Well, what I realized is that I've come to a more naturalistic worldview. Not Wiccan (sp?) but just the cruelty and beauty of what life is. Every day should be a good day to die, and I put that quote on my profile only days before Myles died. I took it off, felt like an asshole, but I still believe it even though I can't accept the fact that he should have at least died in my arms if I was going to have to say goodbye forever.

So the other day, I layed in the sun, just plopped down on my front deck and soaked in the rays, and I was happy. And I've been thinking about planting a garden, I've been moving perennials, putting some rocks up, and I'm just learning, but its challenging and fascinating and the suns rays feel like Myles. I like to think his energy is apart of them.

So I guess what I find faith in is the cycle of life. People call people tree huggers, but have any of you hugged a tree? I have. It was terrific. And I'm going to plant a tree that I have for Myles, and I'm going to plant whatever I can for him in the next few weeks. Because he was here and just as quick he was gone, and he was just as much a part of the cycle of life that I am or you are. I told my daughter a loooong time ago that everything that lives must die. I remind her of it if she asks. But not in a dreary way, more like an adventure. I tell her if everyone lived forever, life wouldn't be so special. It would have neither beauty nor cruelty, and that in the grand scheme, we are pretty lucky to find ourselves here, in a finite world. And I think Myles was even fortunate, to live, even such a short life, with love, and laughter, and singing, and talk always revolving around him. He kicked my sister in the head, and punched or kicked at least every other person dear to me.

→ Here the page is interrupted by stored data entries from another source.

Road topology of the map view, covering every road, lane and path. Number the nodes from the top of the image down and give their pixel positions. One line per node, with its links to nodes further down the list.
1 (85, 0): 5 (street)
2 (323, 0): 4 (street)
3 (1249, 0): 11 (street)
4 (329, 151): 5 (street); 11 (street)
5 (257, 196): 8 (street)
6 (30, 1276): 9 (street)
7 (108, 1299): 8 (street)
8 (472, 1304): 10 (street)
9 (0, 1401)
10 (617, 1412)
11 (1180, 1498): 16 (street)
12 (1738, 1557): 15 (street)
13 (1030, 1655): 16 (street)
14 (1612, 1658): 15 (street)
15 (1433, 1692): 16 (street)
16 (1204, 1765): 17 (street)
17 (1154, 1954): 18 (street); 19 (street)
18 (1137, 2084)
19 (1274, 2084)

Maybe living and dying in the womb is so not so bad after all. No hunger, I like to think no pain, just a warm embrace and a slow awareness of the voices and sounds around you. And he was a part of our family, he heard not just our laughter, but our arguments, Simone's tantrums, and my stress. All the while he was warm and nurtured, and growing and learning, and he will never know the sadness we feel that he is gone. I'm glad for that. All he knew was contentment and wonder, and maybe that's not so bad?

He felt love, but never grief. Maybe it's selfish to wish him with me instead, maybe he had felt the best life had to offer, hopefully not the worst.